Medical professionals have long recognized severe lead poisoning as a debilitating disease. Since the late 1970s, however, mounting research demonstrates that lead causes irreversible, asymptomatic effects at levels far below thresholds previously considered safe. Research suggests that significant adverse health effects occur at blood lead levels (BLLs) below the current CDC blood lead action level of 10 μg/dL, such as learning and behavioral deficits [15] and decreased performance on standardized IQ and educational achievement tests [210]. Meta-analysis and reviews suggest that there is no threshold effect level, and thus any level of exposure is potentially detrimental [1114]. A number of studies demonstrate that significant damage occurs even at blood lead levels below 5 μg/dL [5,9,15].
Children exposed to lead in utero and in the postnatal period tend to be smaller, weaker, less coordinated, and less intelligent than children who have not had significant exposure [2,1619]. Lead exposure during the critical initial neurological development of a fetus may be particularly harmful [20]. Prenatal lead exposure has also been associated with criminality [21]. Prenatal exposure can occur if the mother is exposed to lead through infrastructure (i.e., lead-based paint), diet, cosmetics, or occupational hazards, or if she has lead stores in her body from previous exposure. Pregnant women and nursing mothers with high blood lead levels may experience elevations in both systolic and diastolic blood pressure [22,23]. In turn, elevated maternal blood pressure during pregnancy has been linked to adverse maternal health, as well as slowed and perturbed fetal development [24,25].

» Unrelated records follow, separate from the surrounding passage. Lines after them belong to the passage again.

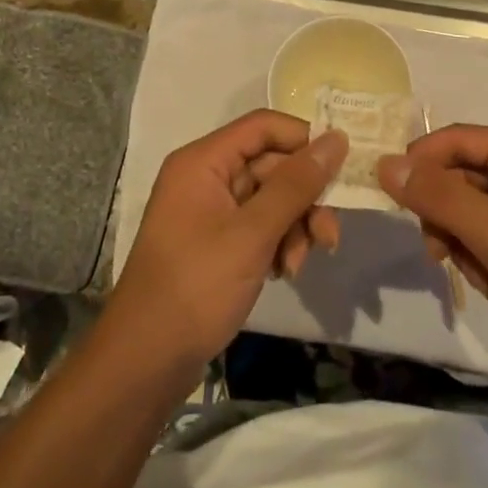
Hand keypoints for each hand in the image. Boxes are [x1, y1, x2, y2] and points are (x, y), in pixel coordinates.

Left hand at [108, 110, 344, 374]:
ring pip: (271, 199)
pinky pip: (259, 226)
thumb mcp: (253, 233)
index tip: (342, 166)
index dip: (304, 139)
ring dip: (295, 227)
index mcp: (204, 161)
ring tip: (298, 265)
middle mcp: (206, 177)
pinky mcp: (216, 242)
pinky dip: (278, 244)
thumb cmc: (197, 286)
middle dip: (304, 199)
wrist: (146, 361)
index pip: (264, 126)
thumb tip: (337, 139)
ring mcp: (210, 211)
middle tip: (329, 236)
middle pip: (272, 165)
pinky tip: (283, 273)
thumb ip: (297, 184)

Blood lead levels in women of child-bearing age have been decreasing over the previous decades, but remain a concern. NHANES data from 1999 to 2002 suggest that women aged 20–59 nationally have a mean level of 1.2 μg/dL and 0.3% of women have blood lead levels above 10 μg/dL [26]. The rate is slightly lower for all females between age 6 and 19, at 0.2% with BLLs above 10 μg/dL and a mean BLL of 1.0 μg/dL. Non-Hispanic black women aged 20–59 have a significantly higher mean level of 1.4 μg/dL [26]. Other demographic predictors are consistent with those for children’s BLLs, including education, income, age of housing, as well as smoking, alcohol consumption, and living in an urban area [27].

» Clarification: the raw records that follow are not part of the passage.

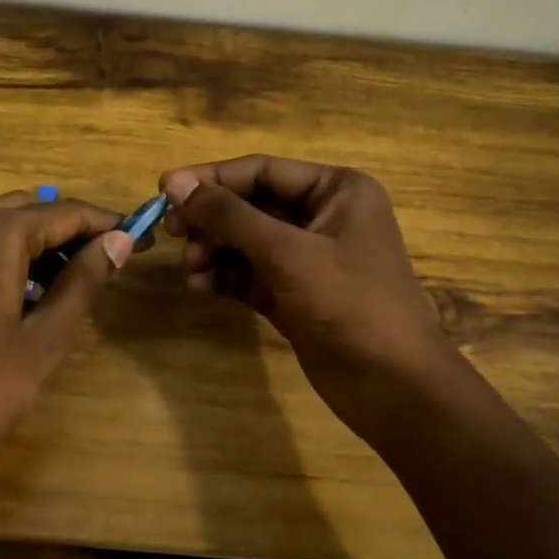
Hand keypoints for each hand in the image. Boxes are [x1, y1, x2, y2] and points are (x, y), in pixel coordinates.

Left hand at [0, 191, 134, 520]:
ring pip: (1, 227)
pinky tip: (31, 294)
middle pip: (29, 211)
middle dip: (73, 231)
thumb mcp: (43, 339)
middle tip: (113, 260)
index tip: (145, 237)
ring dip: (41, 245)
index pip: (63, 213)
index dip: (107, 224)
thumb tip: (119, 240)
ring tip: (78, 282)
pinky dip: (9, 258)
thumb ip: (83, 282)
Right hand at [160, 156, 457, 437]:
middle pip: (250, 205)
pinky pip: (248, 275)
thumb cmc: (351, 305)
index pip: (261, 170)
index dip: (212, 179)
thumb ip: (229, 215)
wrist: (394, 388)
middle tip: (172, 232)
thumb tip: (175, 182)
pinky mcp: (293, 295)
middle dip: (211, 219)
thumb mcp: (287, 253)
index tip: (164, 190)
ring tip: (192, 267)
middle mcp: (322, 217)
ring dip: (214, 250)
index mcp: (336, 191)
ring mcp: (307, 258)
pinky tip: (201, 287)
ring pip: (245, 242)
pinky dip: (223, 277)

Relatively little is known about blood lead levels in pregnant women. Rothenberg et al. examined the pattern of blood lead levels over the course of a pregnancy among 105 women residing in Mexico [28]. The authors documented a significant decrease in blood lead levels from week 12 to week 20, which they attribute to hemodilution and organ growth [28]. After 20 weeks, however, blood lead levels rose again, peaking at parturition. Similarly, Hertz-Piccioto et al. performed a nested cohort study of pregnant women in Pittsburgh, PA to examine the pattern of maternal BLLs over the course of gestation [29]. They identified the same distinct U-shaped pattern in BLLs as was found in the Rothenberg et al. study. Furthermore, they determined that older mothers had a steeper increase in BLLs during the latter half of pregnancy than did younger mothers, which was modified by calcium intake. Indeed, calcium supplementation may be a cost effective way to reduce maternal blood lead levels and thus fetal exposure [30]. The U-shaped pattern of blood lead remains despite supplementation, and Lamadrid-Figueroa et al. suggest that exposure is underestimated when plasma lead levels are not considered [31].
Positive findings of blood lead among pregnant women may be indicative of contemporaneous exposure to lead or may result from remobilization of lead from bone stores due to either the aging process or the physiological stress of pregnancy. This paper has two purposes: first, to document the blood lead burdens among a cohort of pregnant women in Durham County, NC; and second, to model predictors of blood lead level, with a particular emphasis on disentangling current versus historic exposures. The results of the analysis are directly relevant to state, national, and international lead policies, as well as the aggressiveness with which the policies should be pursued.

2. Data and Methods

The Healthy Pregnancy, Healthy Baby study is an ongoing prospective cohort study of the effects of environmental, social, and host factors on racial disparities in pregnancy outcomes. Duke University Medical Center (DUMC) Institutional Review Board approval was obtained to enroll pregnant women from the Duke Obstetrics Clinic and the Durham County Health Department Prenatal Clinic. Women were excluded from participation if they were less than 18 years of age, were not English-literate, were greater than 28 weeks’ gestation at study enrollment, lived outside of Durham County, had a multi-fetal gestation, had a known fetal genetic or congenital abnormality, or were planning not to deliver at DUMC. Demographic, health behavior, and medical history data were obtained by direct patient interview at the time of enrollment and through electronic medical record review. Participants recruited from June 2005 to December 2008 are included in this analysis. Of the 1505 women approached for participation in the study, 1294 consented (86%). At the time of this analysis, we had lead levels available for 927 of the enrolled and consented women.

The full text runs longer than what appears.